Voilà, du moins, pour l'explication officielle. L'autre explication (officieuse celle-ci) c'est qu'à quelques semaines de son départ de la Maison blanche, le président américain semble bien décidé à mettre des bâtons dans les roues de son successeur. Et c'est vrai que l'hypothèse d'une résolution sur la colonisation circulait depuis des mois à l'ONU. L’administration Obama savait qu'elle aurait à prendre une décision si un tel texte était déposé. Et la question se pose : En cas de victoire d'Hillary Clinton à la présidentielle du 8 novembre, Barack Obama aurait-il pris une décision différente à l'ONU ? En clair, lui aurait-il laissé la possibilité de reconstruire des liens plus chaleureux avec Israël ?

Quoi qu'il en soit, comme le souligne le magazine américain FOREIGN POLICY, une des premières réactions politiques est justement venue du futur président, Donald Trump, lequel a aussitôt promis (sur Twitter évidemment) que « les choses seraient différentes » après cette date.
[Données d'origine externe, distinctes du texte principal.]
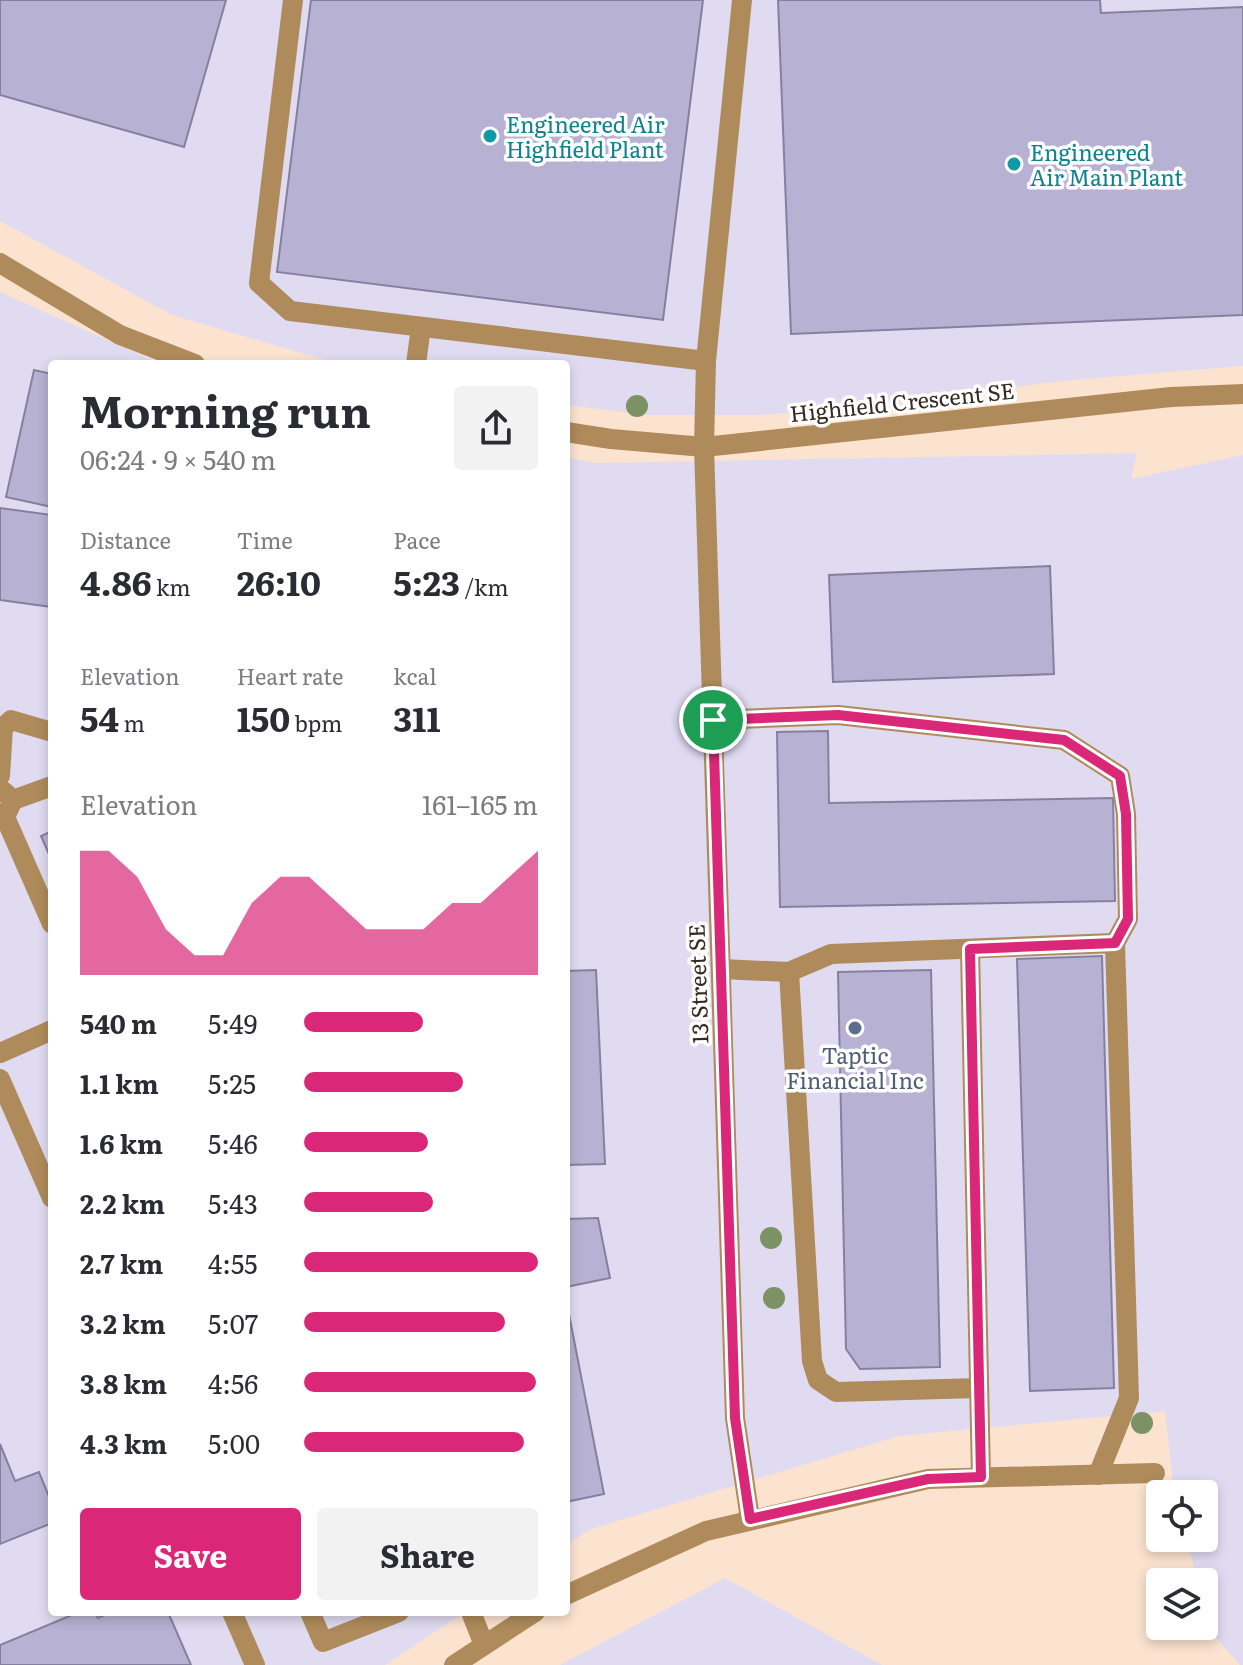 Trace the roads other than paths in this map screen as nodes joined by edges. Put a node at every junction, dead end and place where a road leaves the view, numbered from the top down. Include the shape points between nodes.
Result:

Et de fait, une partie de la droite israélienne peut désormais espérer l’appui du président élu, qui a d’ores et déjà annoncé que le futur ambassadeur en Israël serait David Friedman, connu pour son soutien idéologique à la colonisation et son opposition à la création d'un Etat palestinien.

Et c'est évidemment l'autre enseignement de cette résolution, note encore THE NEW YORK TIMES. Ce vote du Conseil de sécurité des Nations Unies, condamnant les colonies israéliennes, rappelle que la question palestinienne reste, toujours et encore, une poudrière. D'où ce commentaire du quotidien israélien HAARETZ : L’adoption surprise de cette résolution est un coup de semonce, dit-il, pour le gouvernement Netanyahou. Israël doit écouter les voix qui s’élèvent à l’ONU et emprunter une route plus morale, écrit le journal dans son éditorial, appelant le gouvernement à cesser les colonisations et à créer des bases convenables pour un renouveau des négociations avec les Palestiniens. Et de conclure : Il n’y a pas d’autre solution.